Abstract
Sincalide (Kinevac) is widely used in conjunction with cholescintigraphy for a variety of clinical indications. Over the years, numerous publications have verified the optimal infusion methodology. Published data and consensus recommendations emphasize that sincalide, 0.02 μg/kg, should be infused over 60 min. Production problems sometimes limit the availability of sincalide. In that case, non–Food and Drug Administration pharmacy-compounded sincalide may serve as an alternative. Fatty meals have also been used. Various illnesses and drugs may inhibit gallbladder contraction. Thus, these drugs should be withheld for 48 h before the study. Sincalide cholescintigraphy is most commonly used to diagnose or exclude chronic acalculous gallbladder disease. The study should preferably be performed as an outpatient procedure.

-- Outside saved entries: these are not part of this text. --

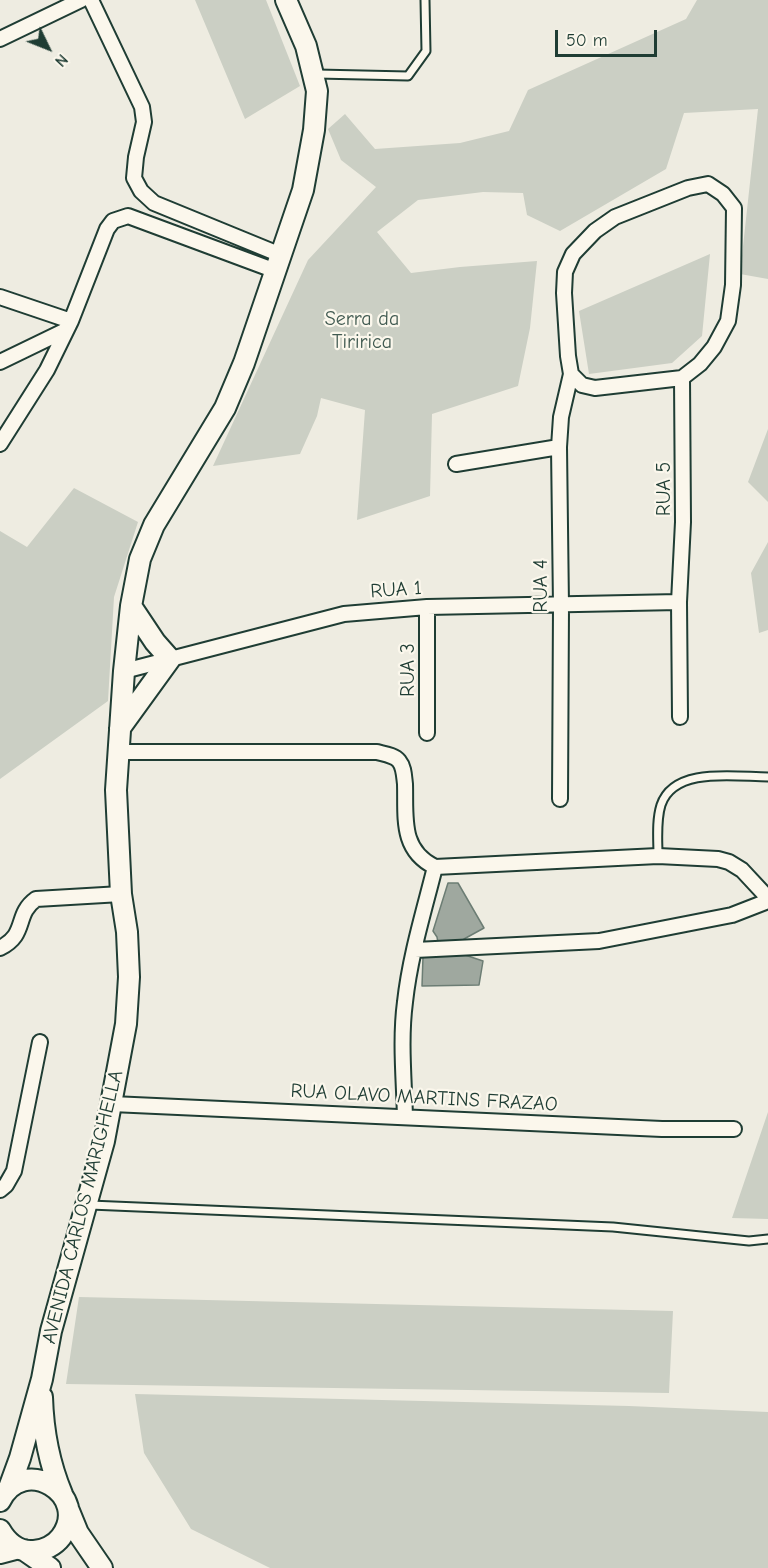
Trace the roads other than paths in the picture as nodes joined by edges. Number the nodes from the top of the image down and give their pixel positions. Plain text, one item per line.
1 (81, 0) edge
2 (91, 0) edge
3 (286, 0) edge
4 (425, 0) edge
5 (0, 39) edge
6 (314, 74) junction
7 (279, 263) junction
8 (0, 297) edge
9 (69, 326) junction
10 (0, 362) edge
11 (571, 374) junction
12 (682, 378) junction
13 (0, 444) edge
14 (559, 447) junction
15 (456, 464) dead end
16 (679, 602) junction
17 (130, 606) junction
18 (561, 606) junction
19 (427, 607) junction
20 (170, 659) junction
21 (124, 671) junction
22 (680, 717) dead end
23 (120, 728) junction
24 (428, 733) dead end
25 (119, 752) junction
26 (768, 777) edge
27 (560, 799) dead end
28 (658, 856) junction
29 (435, 867) junction
30 (121, 894) junction
31 (768, 900) edge
32 (0, 948) edge
33 (415, 950) junction
34 (40, 1042) dead end
35 (112, 1104) junction
36 (405, 1117) junction
37 (734, 1129) dead end
38 (0, 1190) edge
39 (87, 1205) junction
40 (768, 1239) edge
41 (42, 1379) junction
42 (3, 1496) edge
43 (65, 1502) junction
44 (0, 1530) edge
45 (14, 1551) edge
46 (50, 1568) edge
47 (102, 1568) edge

1 - 5 street
2 - 7 street
3 - 6 main road, AVENIDA CARLOS MARIGHELLA
4 - 6 lane
6 - 7 main road, AVENIDA CARLOS MARIGHELLA
7 - 9 street
7 - 17 main road, AVENIDA CARLOS MARIGHELLA
8 - 9 street
9 - 10 street
9 - 13 street
11 - 12 street
11 - 12 street
11 - 14 street, RUA 4
12 - 16 street, RUA 5
14 - 15 street
14 - 18 street, RUA 4
16 - 18 street, RUA 1
16 - 22 street, RUA 5
17 - 20 main road
17 - 21 main road, AVENIDA CARLOS MARIGHELLA
18 - 19 street, RUA 1
18 - 27 street, RUA 4
19 - 20 street, RUA 1
19 - 24 street, RUA 3
20 - 21 street, RUA 1
20 - 23 main road
21 - 23 main road, AVENIDA CARLOS MARIGHELLA
23 - 25 main road, AVENIDA CARLOS MARIGHELLA
25 - 29 street
25 - 30 main road, AVENIDA CARLOS MARIGHELLA
26 - 28 lane
28 - 29 street
28 - 31 street
29 - 33 street
30 - 32 street
30 - 35 main road, AVENIDA CARLOS MARIGHELLA
31 - 33 street
33 - 36 street
34 - 38 street
35 - 36 street, RUA OLAVO MARTINS FRAZAO
35 - 39 main road, AVENIDA CARLOS MARIGHELLA
36 - 37 street, RUA OLAVO MARTINS FRAZAO
39 - 40 lane
39 - 41 main road, AVENIDA CARLOS MARIGHELLA
41 - 42 main road, AVENIDA CARLOS MARIGHELLA
41 - 43 main road, AVENIDA CARLOS MARIGHELLA
42 - 43 main road
43 - 45 main road
43 - 47 main road, AVENIDA CARLOS MARIGHELLA
44 - 45 main road
45 - 46 main road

Sincalide (Kinevac; Bracco) is an amino acid polypeptide hormone analog of cholecystokinin. Its hepatobiliary physiologic effect is to increase bile secretion, cause the gallbladder to contract, and relax the sphincter of Oddi, resulting in bile drainage into the duodenum. There are very few reported side effects, mainly nausea and abdominal cramping when infused too rapidly. The only contraindications are a known allergic reaction to the drug, pregnancy, and intestinal obstruction.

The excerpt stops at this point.